L'UE veut réguler l'IA mais dépend de la coopération d'OpenAI et Anthropic
L'Union européenne peine à exercer une supervision concrète sur les modèles d'IA les plus puissants, faute d'accès garanti aux systèmes qu'elle souhaite évaluer. OpenAI a proposé à la Commission européenne un accès direct à son nouveau modèle GPT-5.5 Cyber pour des évaluations de sécurité, et des discussions sont déjà en cours. Du côté d'Anthropic, la situation est plus bloquée : après quatre à cinq réunions portant sur son modèle Mythos, les régulateurs n'ont toujours pas obtenu l'accès demandé.
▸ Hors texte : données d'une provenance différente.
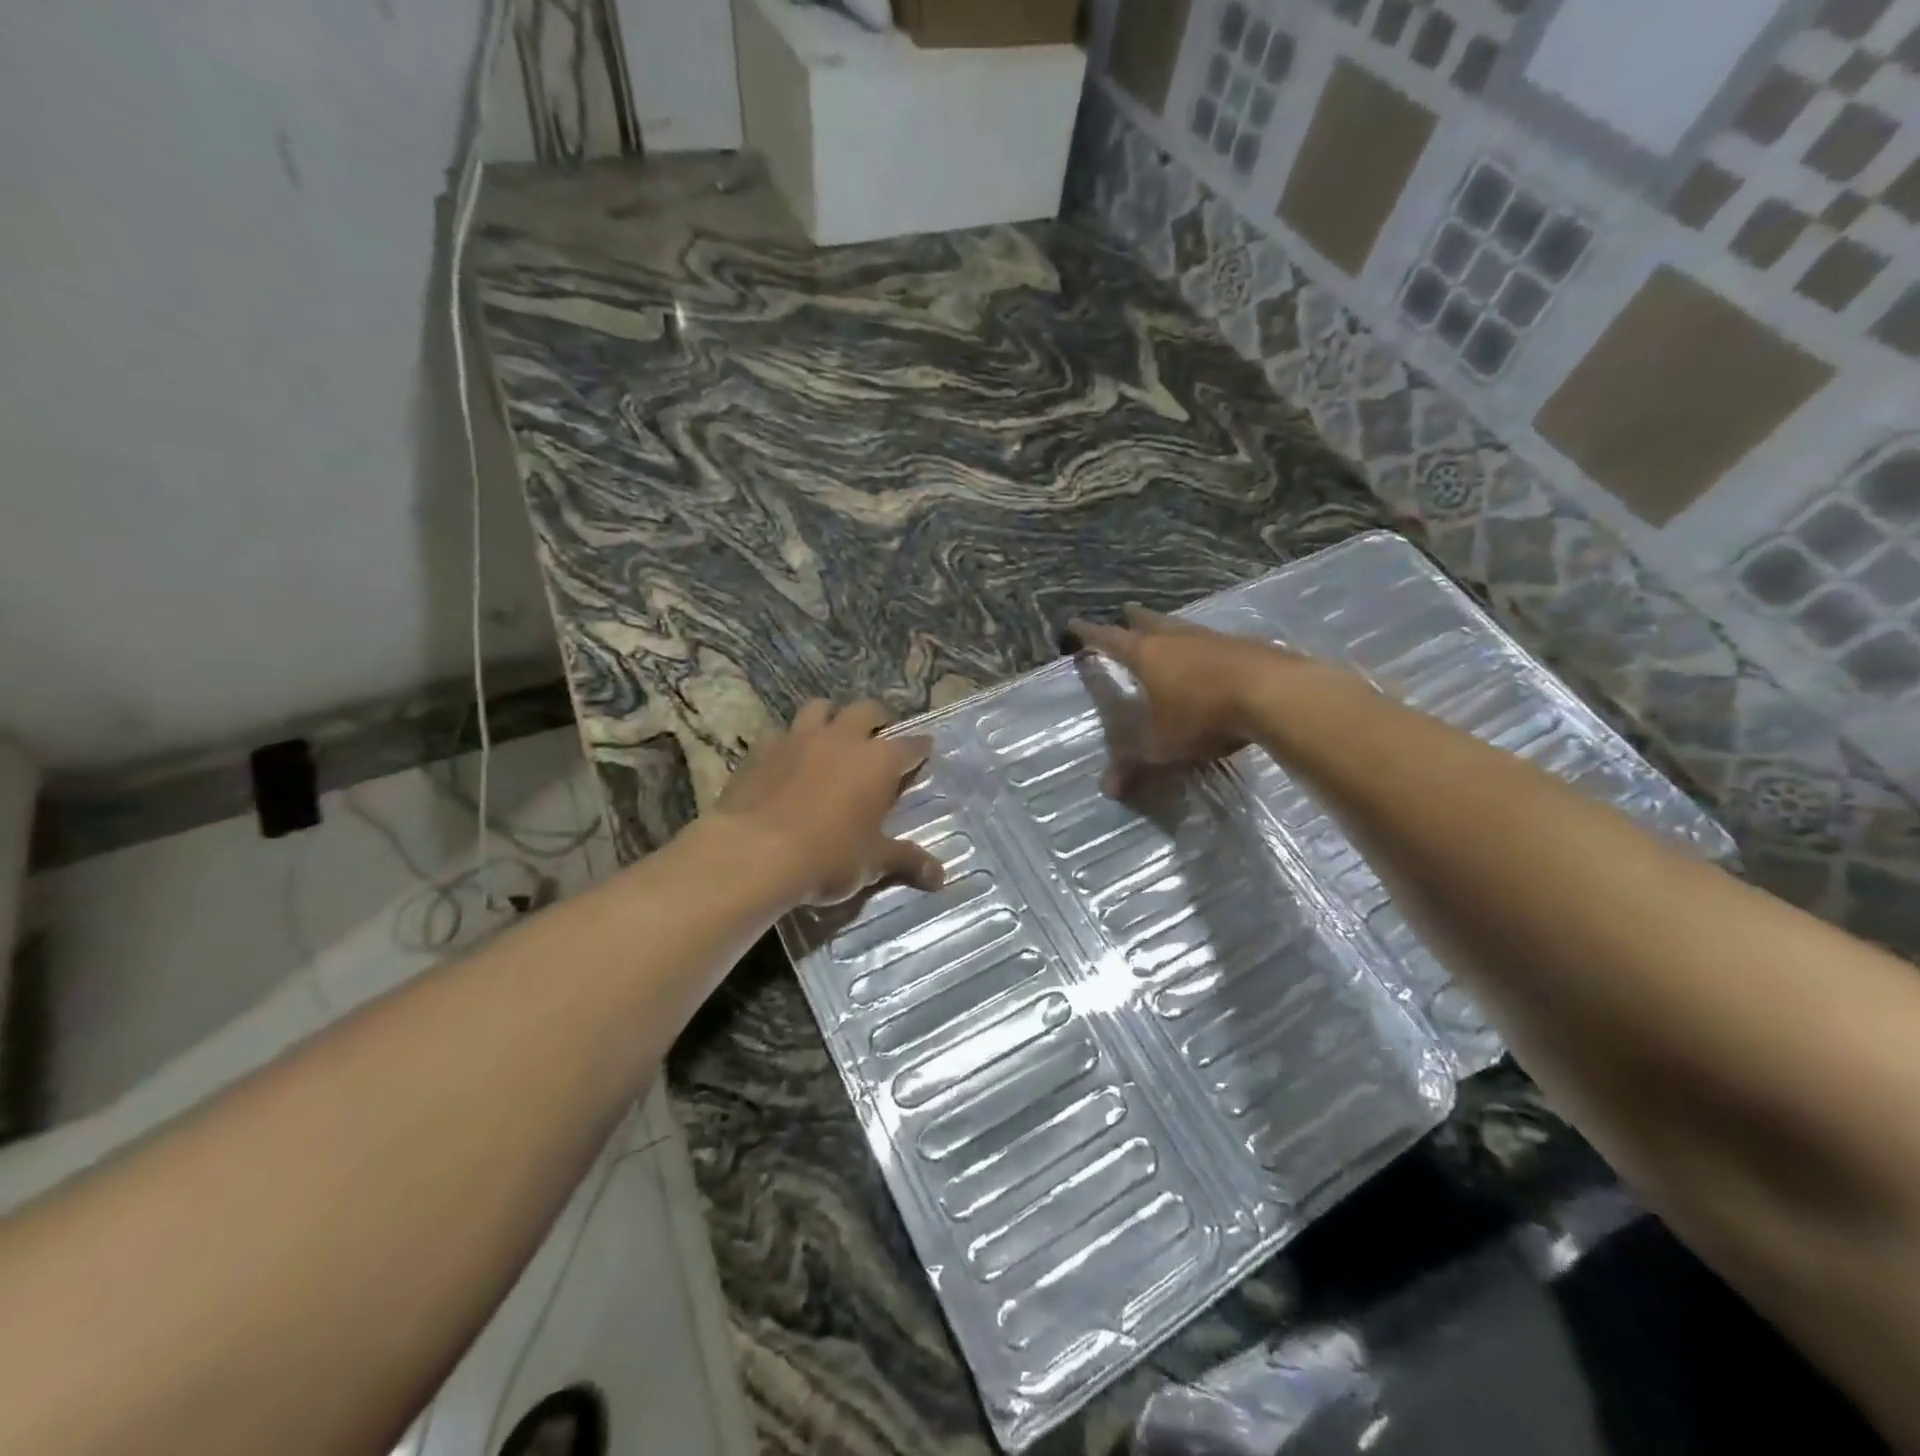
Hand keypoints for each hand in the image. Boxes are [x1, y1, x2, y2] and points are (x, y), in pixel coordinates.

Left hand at [710, 699, 944, 906]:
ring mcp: (799, 738)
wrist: (754, 854)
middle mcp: (842, 739)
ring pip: (821, 708)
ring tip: (833, 736)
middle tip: (878, 736)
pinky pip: (781, 733)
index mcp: (878, 762)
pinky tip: (788, 759)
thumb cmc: (827, 858)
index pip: (910, 746)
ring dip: (832, 717)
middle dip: (877, 719)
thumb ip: (906, 861)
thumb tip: (940, 877)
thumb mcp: (872, 864)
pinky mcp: (762, 748)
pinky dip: (790, 741)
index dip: (921, 748)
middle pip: (867, 710)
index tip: (925, 750)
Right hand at [1065, 604, 1332, 798]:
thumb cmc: (1204, 716)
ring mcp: (1214, 638)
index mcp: (1147, 655)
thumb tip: (1107, 789)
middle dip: (1133, 619)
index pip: (1109, 639)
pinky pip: (1215, 641)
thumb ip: (1133, 764)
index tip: (1074, 624)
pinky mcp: (1246, 646)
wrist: (1275, 695)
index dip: (1089, 633)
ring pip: (1184, 627)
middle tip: (1124, 612)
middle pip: (1149, 621)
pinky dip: (1204, 646)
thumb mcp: (1162, 746)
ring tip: (1166, 632)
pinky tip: (1211, 656)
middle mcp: (1177, 639)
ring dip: (1171, 629)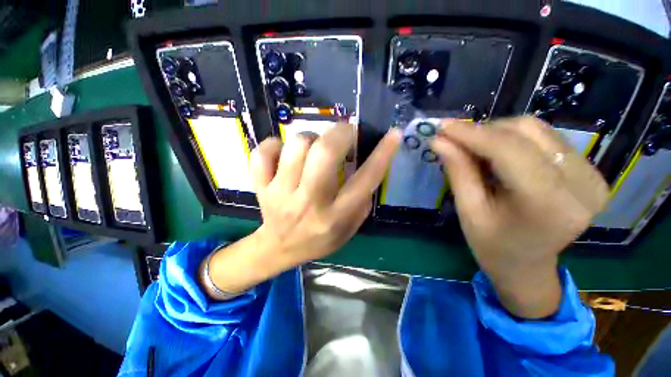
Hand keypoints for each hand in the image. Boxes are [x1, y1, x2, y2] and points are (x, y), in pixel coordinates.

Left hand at [202, 124, 400, 296]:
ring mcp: (280, 193)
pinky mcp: (261, 187)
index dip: (383, 154)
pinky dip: (275, 145)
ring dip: (311, 138)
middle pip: (324, 153)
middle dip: (341, 133)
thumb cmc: (319, 239)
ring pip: (297, 146)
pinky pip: (263, 153)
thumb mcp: (349, 228)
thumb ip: (362, 200)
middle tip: (346, 133)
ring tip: (315, 147)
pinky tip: (284, 153)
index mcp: (335, 216)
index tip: (393, 135)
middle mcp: (309, 203)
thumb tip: (369, 164)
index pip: (365, 180)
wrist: (279, 248)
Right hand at [431, 116, 608, 317]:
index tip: (442, 126)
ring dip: (497, 133)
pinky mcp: (590, 171)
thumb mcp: (468, 211)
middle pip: (527, 132)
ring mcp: (592, 176)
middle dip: (483, 131)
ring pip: (537, 130)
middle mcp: (581, 184)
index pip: (509, 150)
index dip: (471, 133)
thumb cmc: (492, 246)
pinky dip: (514, 139)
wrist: (527, 265)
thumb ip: (457, 172)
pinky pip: (546, 138)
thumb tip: (439, 141)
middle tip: (454, 139)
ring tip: (473, 148)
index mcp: (549, 204)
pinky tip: (497, 153)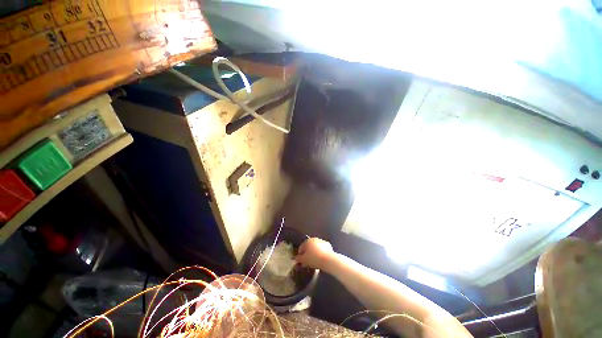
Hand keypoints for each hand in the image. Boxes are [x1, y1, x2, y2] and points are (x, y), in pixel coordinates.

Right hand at [296, 238, 335, 270]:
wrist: (328, 260)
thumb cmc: (314, 259)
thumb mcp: (304, 260)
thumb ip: (298, 258)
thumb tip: (296, 257)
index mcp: (307, 241)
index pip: (301, 248)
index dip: (300, 255)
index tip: (302, 262)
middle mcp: (314, 239)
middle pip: (308, 247)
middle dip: (307, 253)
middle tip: (308, 261)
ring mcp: (321, 241)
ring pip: (315, 247)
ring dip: (314, 252)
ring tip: (315, 261)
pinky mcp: (327, 245)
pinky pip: (322, 249)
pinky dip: (321, 252)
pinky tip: (321, 258)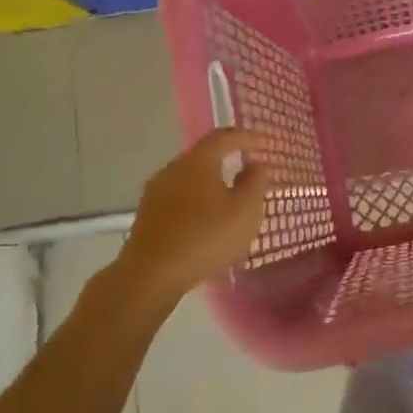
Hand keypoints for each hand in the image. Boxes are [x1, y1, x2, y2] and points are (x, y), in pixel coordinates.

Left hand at [115, 129, 269, 300]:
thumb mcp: (245, 211)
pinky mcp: (147, 215)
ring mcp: (155, 192)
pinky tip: (206, 221)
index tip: (265, 144)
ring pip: (190, 178)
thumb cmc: (205, 237)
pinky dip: (197, 201)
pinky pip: (179, 198)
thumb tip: (256, 165)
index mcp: (198, 161)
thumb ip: (255, 183)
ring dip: (211, 183)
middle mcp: (173, 169)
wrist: (150, 275)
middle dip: (228, 160)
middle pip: (204, 156)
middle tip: (249, 171)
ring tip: (230, 199)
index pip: (224, 137)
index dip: (247, 137)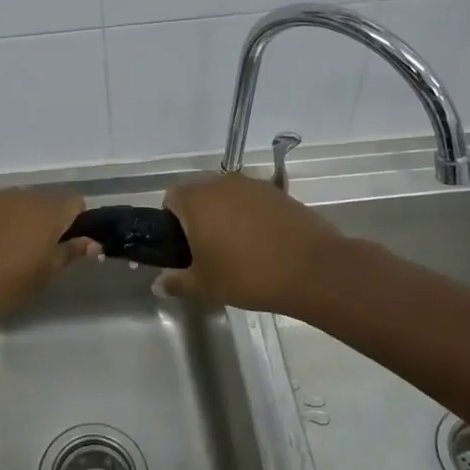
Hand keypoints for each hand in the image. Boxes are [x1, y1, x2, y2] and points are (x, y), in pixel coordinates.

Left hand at [0, 188, 97, 325]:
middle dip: (45, 223)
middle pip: (43, 201)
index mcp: (44, 209)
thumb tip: (91, 242)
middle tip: (36, 257)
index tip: (66, 249)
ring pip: (14, 205)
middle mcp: (18, 194)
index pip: (75, 202)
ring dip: (17, 223)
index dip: (76, 224)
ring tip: (4, 256)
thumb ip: (68, 254)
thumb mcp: (41, 277)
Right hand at [158, 171, 346, 314]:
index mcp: (196, 199)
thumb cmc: (247, 274)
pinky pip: (253, 201)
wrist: (312, 270)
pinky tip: (264, 244)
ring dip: (226, 215)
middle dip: (199, 217)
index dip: (172, 221)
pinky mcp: (279, 193)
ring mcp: (253, 185)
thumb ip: (177, 282)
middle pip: (199, 194)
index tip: (182, 247)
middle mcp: (221, 183)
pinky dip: (251, 216)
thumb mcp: (205, 285)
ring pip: (228, 197)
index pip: (171, 198)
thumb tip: (158, 285)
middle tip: (207, 250)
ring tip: (238, 248)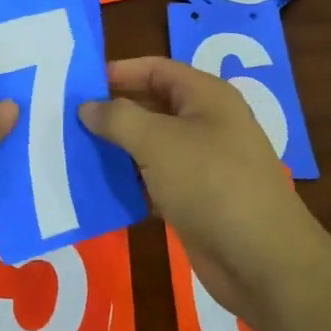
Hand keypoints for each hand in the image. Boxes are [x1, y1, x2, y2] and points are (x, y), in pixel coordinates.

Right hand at [81, 56, 330, 324]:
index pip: (155, 69)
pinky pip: (156, 180)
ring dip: (118, 149)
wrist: (263, 261)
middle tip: (67, 119)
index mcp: (206, 96)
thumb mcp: (158, 142)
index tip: (79, 84)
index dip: (118, 72)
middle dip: (113, 112)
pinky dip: (131, 181)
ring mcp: (204, 163)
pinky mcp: (197, 199)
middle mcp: (207, 123)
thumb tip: (88, 107)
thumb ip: (118, 118)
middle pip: (152, 106)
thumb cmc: (210, 183)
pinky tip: (99, 189)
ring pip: (152, 145)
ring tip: (73, 151)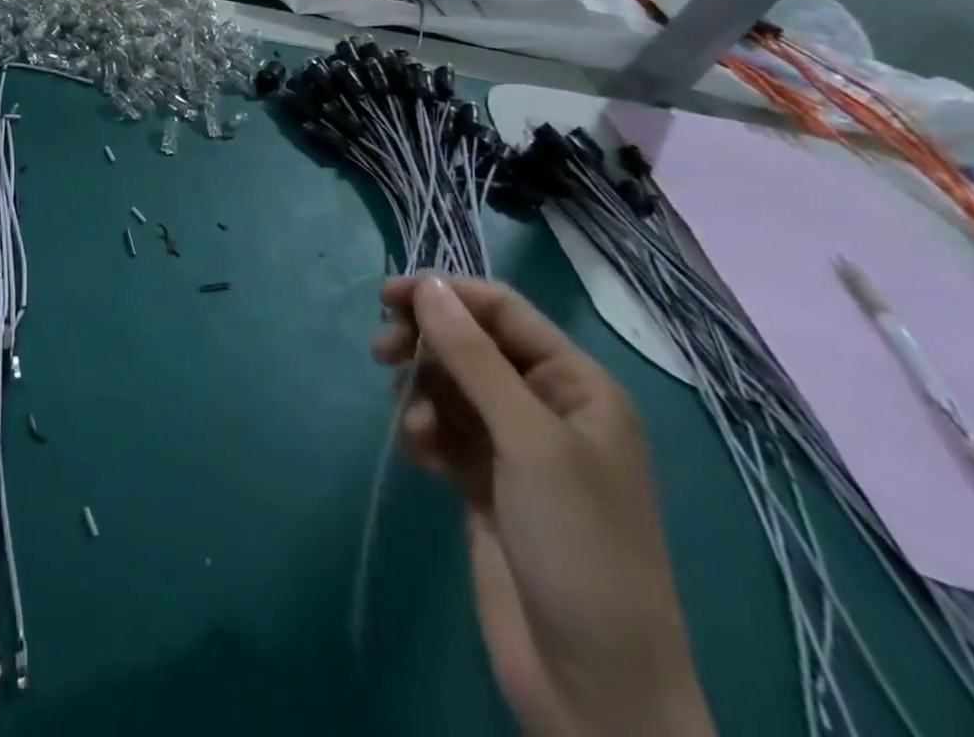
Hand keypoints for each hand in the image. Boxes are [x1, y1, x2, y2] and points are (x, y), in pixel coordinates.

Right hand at [372, 277, 713, 736]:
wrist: (593, 689)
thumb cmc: (578, 547)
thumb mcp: (528, 441)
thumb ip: (473, 357)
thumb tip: (427, 285)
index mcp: (577, 386)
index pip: (502, 311)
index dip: (445, 294)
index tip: (387, 296)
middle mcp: (545, 406)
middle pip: (469, 343)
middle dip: (425, 344)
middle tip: (380, 354)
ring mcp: (513, 447)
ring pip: (448, 385)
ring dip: (421, 394)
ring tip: (413, 428)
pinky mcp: (482, 481)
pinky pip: (441, 430)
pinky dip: (423, 433)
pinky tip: (419, 457)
Ce décalage révèle une fragilité structurelle du cadre réglementaire européen. L'AI Act, présenté comme le premier règlement contraignant au monde sur l'intelligence artificielle, n'impose pas encore de mécanismes d'accès obligatoires et opposables aux modèles les plus avancés. Résultat : les régulateurs ne peuvent pas auditer ce qu'on ne leur montre pas. Si les grandes entreprises américaines choisissent de coopérer à des degrés très différents, c'est toute la crédibilité de la supervision européenne qui s'en trouve fragilisée, et avec elle la confiance du public dans l'efficacité réelle de ces règles.
La situation intervient alors que l'Europe accélère la mise en oeuvre de l'AI Act, dont les premières obligations pour les modèles à usage général sont entrées en vigueur en août 2024. Les modèles dits "à risque systémique" sont soumis à des exigences de transparence renforcées, mais les mécanismes d'audit indépendants restent en construction. L'Europe se retrouve dans une position inconfortable : vouloir réguler des technologies qu'elle ne produit pas, face à des entreprises dont le siège, les ressources juridiques et les leviers de négociation sont aux États-Unis.
L'AI Act ne dispose pas encore de mécanismes d'accès contraignants pour les modèles à risque systémique, exposant une fragilité structurelle dans la capacité de supervision des régulateurs européens face aux grands fournisseurs américains.
Anthropic refuse l'accès depuis cinq réunions, OpenAI joue le jeu pour l'instant : ce décalage dit tout sur ce que "régulation" veut vraiment dire ici. L'AI Act a des obligations de transparence, mais sans droit d'audit opposable, c'est un règlement qui demande poliment. Reste à voir combien de temps les coopérations volontaires tiendront quand les audits commenceront à coûter quelque chose.